GPs might grumble, but it seems unlikely that they will stand in the way of PCNs because they will want to access network funding. It will take time to get them up and running fully, but if the programme is successful, the NHS could create a responsive local service that manages demand before it reaches hospital.

Networking Dorset

Dorset Clinical Commissioning Group is not getting hung up on the organisational forms that will be taken by its PCNs, preferring to build on clinical collaborations that already exist.

So says GP Karen Kirkham, the CCG’s assistant clinical chair. She is also a locality chair leading one of the emerging PCNs, and is working with NHS England to inform national work on the networks.

The CCG has 13 localities, which will be the building blocks for its primary care networks, but she believes it will probably end up with 16-20 PCNs once large rural areas are factored in.

Around two years ago, the county’s NHS started a primary and community care transformation programme, which has reinforced joint working.

‘We started by looking at high-impact changes and the workforce needed as a group of practices rather than individual practices,’ she says.

It also sought to bring in other providers, including community, mental health, social care and acute, to build its care models and provide improved and joined up out-of-hospital services. Localities were asked to settle into natural geographies – precursors to PCNs.

Dr Kirkham says there are good examples of collaboration, which will help when building the new networks. One is a network of 10 integrated care hubs across the county – practices working with community services, as well as social care in many cases, in multidisciplinary teams to support patients with the most complex needs.

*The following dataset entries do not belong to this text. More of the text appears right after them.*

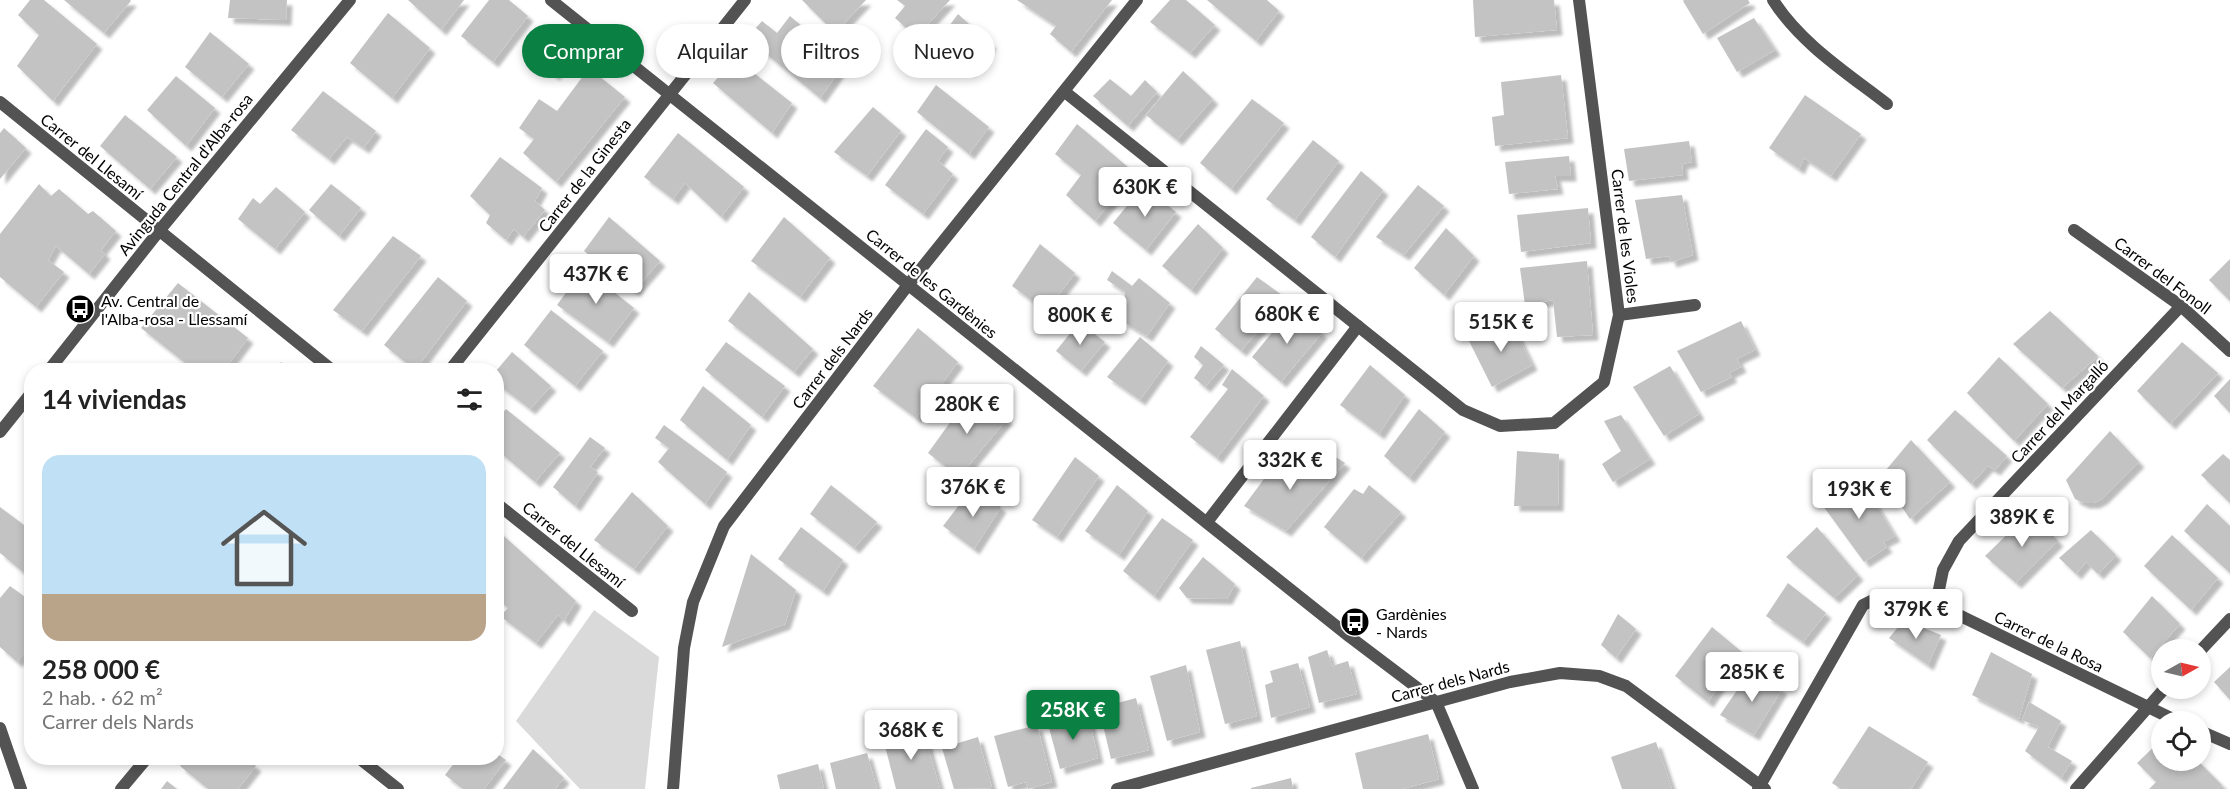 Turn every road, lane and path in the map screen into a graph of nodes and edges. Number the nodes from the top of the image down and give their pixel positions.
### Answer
1 (350, 0) edge
2 (551, 0) edge
3 (745, 0) edge
4 (1137, 0) edge
5 (1579, 0) edge
6 (1773, 0) edge
7 (1065, 92) junction
8 (670, 93) junction
9 (0, 102) edge
10 (1887, 104) dead end
11 (2074, 230) dead end
12 (159, 231) junction
13 (908, 285) junction
14 (1695, 305) dead end
15 (2181, 306) junction
16 (1619, 315) junction
17 (1358, 326) junction
18 (2230, 351) edge
19 (55, 363) edge
20 (323, 363) edge
21 (456, 363) edge
22 (24, 402) edge
23 (0, 432) edge
24 (504, 509) edge
25 (1207, 522) junction
26 (1936, 604) junction
27 (632, 611) dead end
28 (2230, 619) edge
29 (2211, 639) edge
30 (2155, 699) edge
31 (1436, 702) junction
32 (2148, 707) junction
33 (2157, 711) edge
34 (0, 728) edge
35 (2211, 736) edge
36 (2230, 744) edge
37 (141, 765) edge
38 (368, 765) edge
39 (1761, 788) edge
40 (21, 789) edge
41 (122, 789) edge
42 (398, 789) edge
43 (673, 789) edge
44 (1117, 789) edge
45 (1473, 789) edge
46 (2076, 789) edge

1 - 12 street, Avinguda Central d'Alba-rosa
2 - 8 street, Carrer de les Gardènies
3 - 8 street, Carrer de la Ginesta
4 - 7 street, Carrer dels Nards
5 - 16 street, Carrer de les Violes
6 - 10 street
7 - 13 street, Carrer dels Nards
7 - 17 street, Carrer de les Violes
8 - 13 street, Carrer de les Gardènies
8 - 21 street, Carrer de la Ginesta
9 - 12 street, Carrer del Llesamí
11 - 15 street, Carrer del Fonoll
12 - 19 street, Avinguda Central d'Alba-rosa
12 - 20 street, Carrer del Llesamí
13 - 25 street, Carrer de les Gardènies
13 - 43 street, Carrer dels Nards
14 - 16 street
15 - 18 street, Carrer del Fonoll
15 - 26 street, Carrer del Margalló
16 - 17 street, Carrer de les Violes
17 - 25 street
22 - 23 street
24 - 27 street, Carrer del Llesamí
25 - 31 street, Carrer de les Gardènies
26 - 32 street, Carrer de la Rosa
26 - 39 street, Carrer de la Rosa
28 - 29 street
30 - 32 street
31 - 39 street, Carrer dels Nards
31 - 44 street, Carrer dels Nards
31 - 45 street
32 - 33 street
32 - 46 street
34 - 40 street
35 - 36 street
37 - 41 street
38 - 42 street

Care can be provided in the community, a hub, a hospital ward or in the patient’s home in a virtual ward where the community teams care for patients in their own home

In Dr Kirkham’s locality, Weymouth, GPs work with other carers, including district nurses and social workers, to identify patients who would benefit from the integrated care hub services, such as those with rising frailty.

Another collaborative programme in Weymouth provides proactive care to patients living in care or residential homes, as well as those who are housebound. A team of doctors, advanced nurse practitioners and nurses work together to undertake a comprehensive needs assessment and an anticipatory care plan. In its first year, GP visits to the homes were reduced by 60% by this proactive care planning approach.

Karen Kirkham‘We are now trying to level up this multi-professional approach and spreading it at scale through the whole of Dorset. It takes time, but it is beginning to happen,’ Dr Kirkham adds.

The local hub also co-ordinates an acute visiting team. Made up of nurse practitioners and paramedics, the team cares for housebound patients when they need urgent support, linking back to the GP or the multi-professional care team in the hub where extra care is identified.

Dr Kirkham says a shared IT system is essential to ensure the team can access the patient’s records and deliver safe care.

Though she believes the Dorset work is far from the finished article, these projects and others have put the building blocks in place for local PCNs and some of the new services they will provide.

As ever, funding will be important. ‘I don’t think it can be done without transferring resources,’ Dr Kirkham says, ‘and our CCG has been very supportive and consistent in transferring money into our local areas.’

Nationally, she adds, NHS England is not being prescriptive about organisational form and which body should hold the contract.
‘Work out what works for you and don’t spend years recreating organisational forms.’